WHAT YOU ARE ASKED TO DO: The answer is to be the data that follows, transcribed exactly, minus its pictures.

(Collection entries)
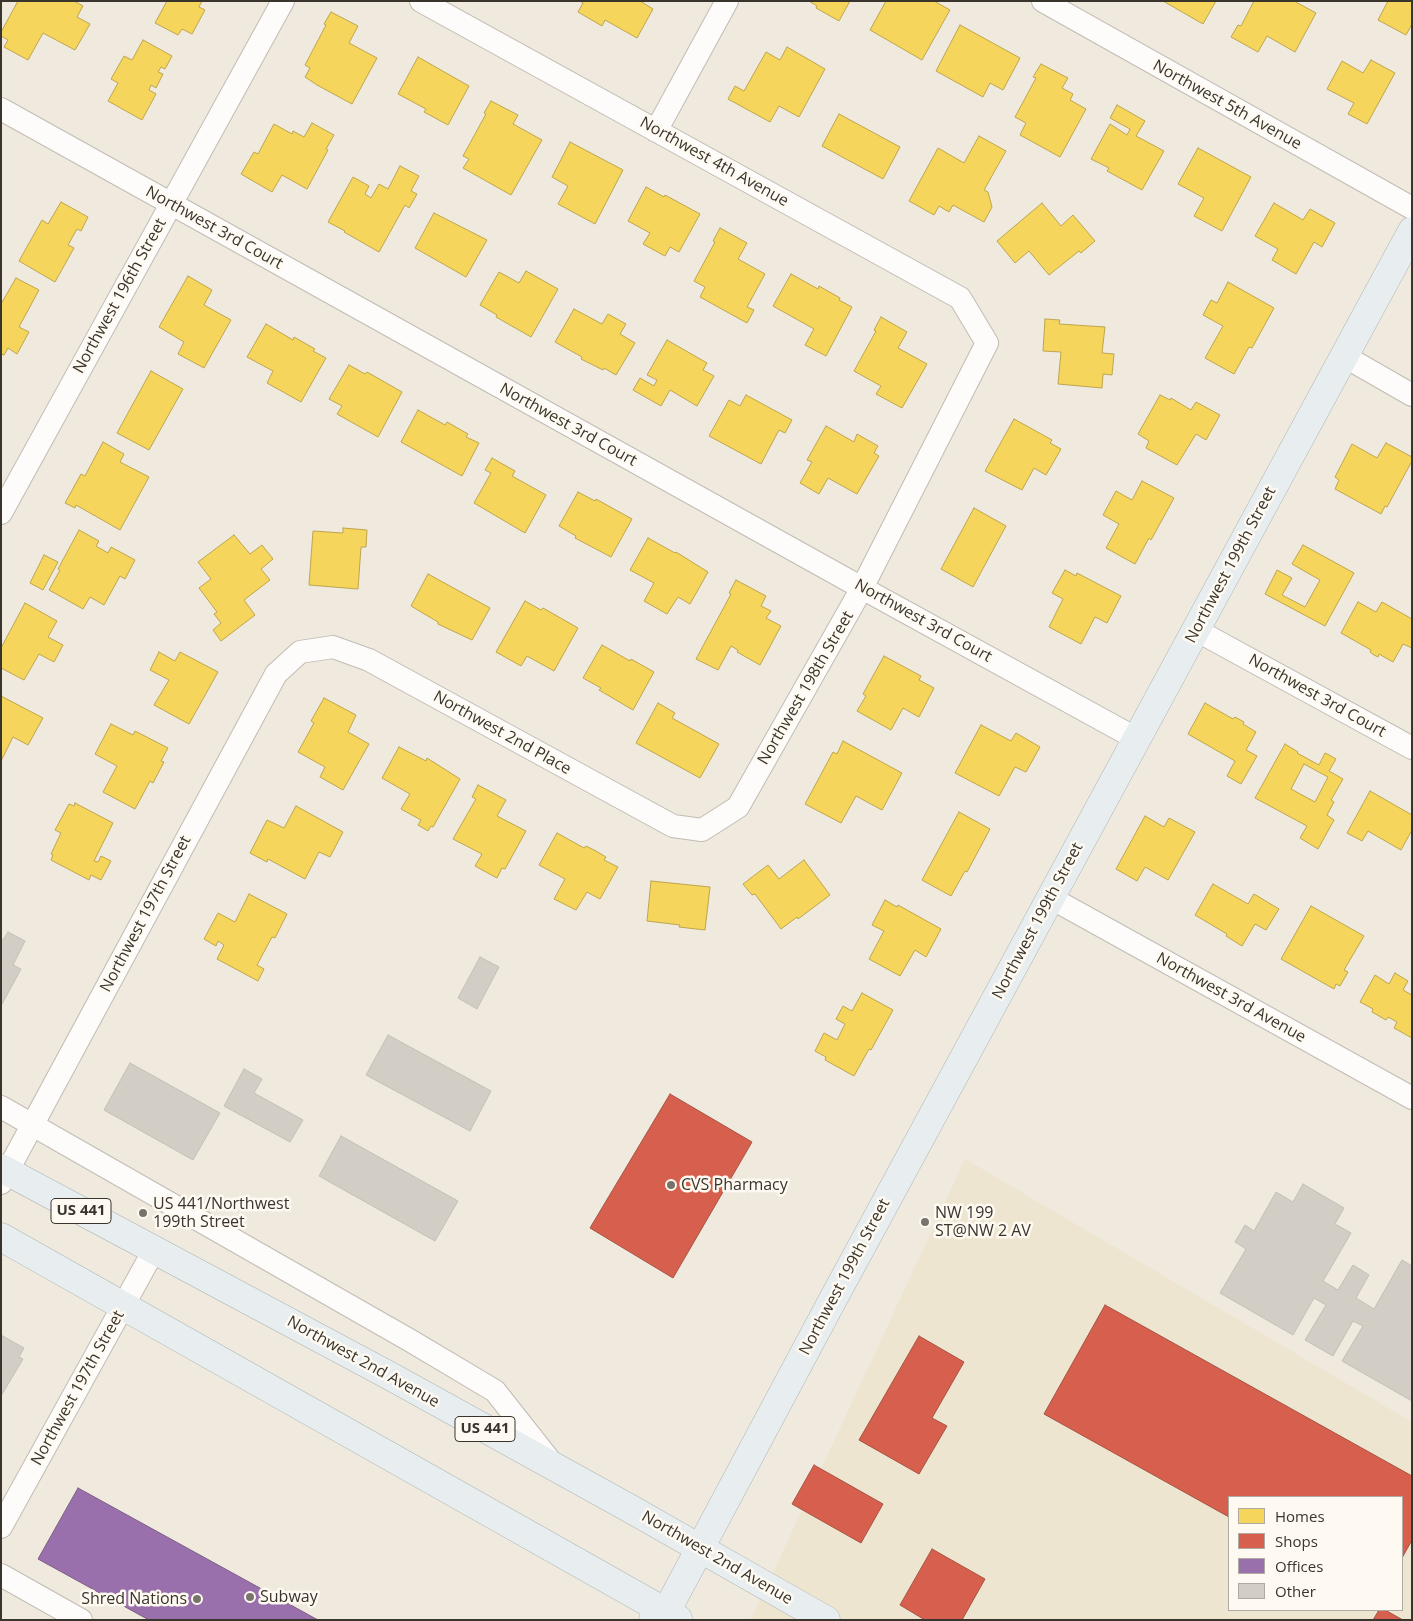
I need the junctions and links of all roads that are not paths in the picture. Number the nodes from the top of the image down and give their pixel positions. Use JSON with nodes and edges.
{"nodes":[{"id":1,"x":283,"y":1,"type":"edge"},
{"id":2,"x":421,"y":1,"type":"edge"},
{"id":3,"x":727,"y":1,"type":"edge"},
{"id":4,"x":1042,"y":1,"type":"edge"},
{"id":5,"x":1,"y":109,"type":"edge"},
{"id":6,"x":656,"y":130,"type":"junction"},
{"id":7,"x":170,"y":204,"type":"junction"},
{"id":8,"x":1412,"y":208,"type":"edge"},
{"id":9,"x":1412,"y":231,"type":"edge"},
{"id":10,"x":987,"y":343,"type":"joint"},
{"id":11,"x":1344,"y":356,"type":"junction"},
{"id":12,"x":1412,"y":395,"type":"edge"},
{"id":13,"x":1,"y":513,"type":"edge"},
{"id":14,"x":862,"y":588,"type":"junction"},
{"id":15,"x":1196,"y":630,"type":"junction"},
{"id":16,"x":300,"y":652,"type":"joint"},
{"id":17,"x":1137,"y":739,"type":"junction"},
{"id":18,"x":1412,"y":748,"type":"edge"},
{"id":19,"x":702,"y":830,"type":"joint"},
{"id":20,"x":1051,"y":898,"type":"junction"},
{"id":21,"x":1412,"y":1098,"type":"edge"},
{"id":22,"x":1,"y":1107,"type":"edge"},
{"id":23,"x":33,"y":1125,"type":"junction"},
{"id":24,"x":4,"y":1174,"type":"edge"},
{"id":25,"x":1,"y":1237,"type":"edge"},
{"id":26,"x":154,"y":1250,"type":"junction"},
{"id":27,"x":124,"y":1306,"type":"junction"},
{"id":28,"x":556,"y":1469,"type":"junction"},
{"id":29,"x":1,"y":1527,"type":"edge"},
{"id":30,"x":700,"y":1548,"type":"junction"},
{"id":31,"x":1,"y":1575,"type":"edge"},
{"id":32,"x":667,"y":1618,"type":"edge"},
{"id":33,"x":81,"y":1620,"type":"edge"},
{"id":34,"x":826,"y":1620,"type":"edge"}],
"edges":[{"from":1,"to":7,"type":"street","name":"Northwest 196th Street"},
{"from":2,"to":6,"type":"street","name":"Northwest 4th Avenue"},
{"from":3,"to":6,"type":"street"},
{"from":4,"to":8,"type":"street","name":"Northwest 5th Avenue"},
{"from":5,"to":7,"type":"street","name":"Northwest 3rd Court"},
{"from":6,"to":10,"type":"street","name":"Northwest 4th Avenue"},
{"from":7,"to":13,"type":"street","name":"Northwest 196th Street"},
{"from":7,"to":14,"type":"street","name":"Northwest 3rd Court"},
{"from":9,"to":11,"type":"main road","name":"Northwest 199th Street"},
{"from":10,"to":14,"type":"street","name":"Northwest 198th Street"},
{"from":11,"to":12,"type":"street"},
{"from":11,"to":15,"type":"main road","name":"Northwest 199th Street"},
{"from":14,"to":17,"type":"street","name":"Northwest 3rd Court"},
{"from":14,"to":19,"type":"street","name":"Northwest 198th Street"},
{"from":15,"to":17,"type":"main road","name":"Northwest 199th Street"},
{"from":15,"to":18,"type":"street","name":"Northwest 3rd Court"},
{"from":16,"to":19,"type":"street","name":"Northwest 2nd Place"},
{"from":16,"to":23,"type":"street","name":"Northwest 197th Street"},
{"from":17,"to":20,"type":"main road","name":"Northwest 199th Street"},
{"from":20,"to":21,"type":"street","name":"Northwest 3rd Avenue"},
{"from":20,"to":30,"type":"main road","name":"Northwest 199th Street"},
{"from":22,"to":23,"type":"street"},
{"from":23,"to":24,"type":"street","name":"Northwest 197th Street"},
{"from":23,"to":28,"type":"street"},
{"from":24,"to":26,"type":"main road","name":"Northwest 2nd Avenue","number":"US 441"},
{"from":25,"to":27,"type":"main road"},
{"from":26,"to":27,"type":"street","name":"Northwest 197th Street"},
{"from":26,"to":28,"type":"main road","name":"Northwest 2nd Avenue","number":"US 441"},
{"from":27,"to":29,"type":"street","name":"Northwest 197th Street"},
{"from":27,"to":32,"type":"main road"},
{"from":28,"to":30,"type":"main road","name":"Northwest 2nd Avenue","number":"US 441"},
{"from":30,"to":32,"type":"main road","name":"Northwest 199th Street"},
{"from":30,"to":34,"type":"main road","name":"Northwest 2nd Avenue","number":"US 441"},
{"from":31,"to":33,"type":"street"}]}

SOLUTION:
I need the junctions and links of all roads that are not paths in the picture. Number the nodes from the top of the image down and give their pixel positions. Use JSON with nodes and edges.
{"nodes":[{"id":1,"x":283,"y":1,"type":"edge"},
{"id":2,"x":421,"y":1,"type":"edge"},
{"id":3,"x":727,"y":1,"type":"edge"},
{"id":4,"x":1042,"y":1,"type":"edge"},
{"id":5,"x":1,"y":109,"type":"edge"},
{"id":6,"x":656,"y":130,"type":"junction"},
{"id":7,"x":170,"y":204,"type":"junction"},
{"id":8,"x":1412,"y":208,"type":"edge"},
{"id":9,"x":1412,"y":231,"type":"edge"},
{"id":10,"x":987,"y":343,"type":"joint"},
{"id":11,"x":1344,"y":356,"type":"junction"},
{"id":12,"x":1412,"y":395,"type":"edge"},
{"id":13,"x":1,"y":513,"type":"edge"},
{"id":14,"x":862,"y":588,"type":"junction"},
{"id":15,"x":1196,"y":630,"type":"junction"},
{"id":16,"x":300,"y":652,"type":"joint"},
{"id":17,"x":1137,"y":739,"type":"junction"},
{"id":18,"x":1412,"y":748,"type":"edge"},
{"id":19,"x":702,"y":830,"type":"joint"},
{"id":20,"x":1051,"y":898,"type":"junction"},
{"id":21,"x":1412,"y":1098,"type":"edge"},
{"id":22,"x":1,"y":1107,"type":"edge"},
{"id":23,"x":33,"y":1125,"type":"junction"},
{"id":24,"x":4,"y":1174,"type":"edge"},
{"id":25,"x":1,"y":1237,"type":"edge"},
{"id":26,"x":154,"y":1250,"type":"junction"},
{"id":27,"x":124,"y":1306,"type":"junction"},
{"id":28,"x":556,"y":1469,"type":"junction"},
{"id":29,"x":1,"y":1527,"type":"edge"},
{"id":30,"x":700,"y":1548,"type":"junction"},
{"id":31,"x":1,"y":1575,"type":"edge"},
{"id":32,"x":667,"y":1618,"type":"edge"},
{"id":33,"x":81,"y":1620,"type":"edge"},
{"id":34,"x":826,"y":1620,"type":"edge"}],
"edges":[{"from":1,"to":7,"type":"street","name":"Northwest 196th Street"},
{"from":2,"to":6,"type":"street","name":"Northwest 4th Avenue"},
{"from":3,"to":6,"type":"street"},
{"from":4,"to":8,"type":"street","name":"Northwest 5th Avenue"},
{"from":5,"to":7,"type":"street","name":"Northwest 3rd Court"},
{"from":6,"to":10,"type":"street","name":"Northwest 4th Avenue"},
{"from":7,"to":13,"type":"street","name":"Northwest 196th Street"},
{"from":7,"to":14,"type":"street","name":"Northwest 3rd Court"},
{"from":9,"to":11,"type":"main road","name":"Northwest 199th Street"},
{"from":10,"to":14,"type":"street","name":"Northwest 198th Street"},
{"from":11,"to":12,"type":"street"},
{"from":11,"to":15,"type":"main road","name":"Northwest 199th Street"},
{"from":14,"to":17,"type":"street","name":"Northwest 3rd Court"},
{"from":14,"to":19,"type":"street","name":"Northwest 198th Street"},
{"from":15,"to":17,"type":"main road","name":"Northwest 199th Street"},
{"from":15,"to":18,"type":"street","name":"Northwest 3rd Court"},
{"from":16,"to":19,"type":"street","name":"Northwest 2nd Place"},
{"from":16,"to":23,"type":"street","name":"Northwest 197th Street"},
{"from":17,"to":20,"type":"main road","name":"Northwest 199th Street"},
{"from":20,"to":21,"type":"street","name":"Northwest 3rd Avenue"},
{"from":20,"to":30,"type":"main road","name":"Northwest 199th Street"},
{"from":22,"to":23,"type":"street"},
{"from":23,"to":24,"type":"street","name":"Northwest 197th Street"},
{"from":23,"to":28,"type":"street"},
{"from":24,"to":26,"type":"main road","name":"Northwest 2nd Avenue","number":"US 441"},
{"from":25,"to":27,"type":"main road"},
{"from":26,"to":27,"type":"street","name":"Northwest 197th Street"},
{"from":26,"to":28,"type":"main road","name":"Northwest 2nd Avenue","number":"US 441"},
{"from":27,"to":29,"type":"street","name":"Northwest 197th Street"},
{"from":27,"to":32,"type":"main road"},
{"from":28,"to":30,"type":"main road","name":"Northwest 2nd Avenue","number":"US 441"},
{"from":30,"to":32,"type":"main road","name":"Northwest 199th Street"},
{"from":30,"to":34,"type":"main road","name":"Northwest 2nd Avenue","number":"US 441"},
{"from":31,"to":33,"type":"street"}]}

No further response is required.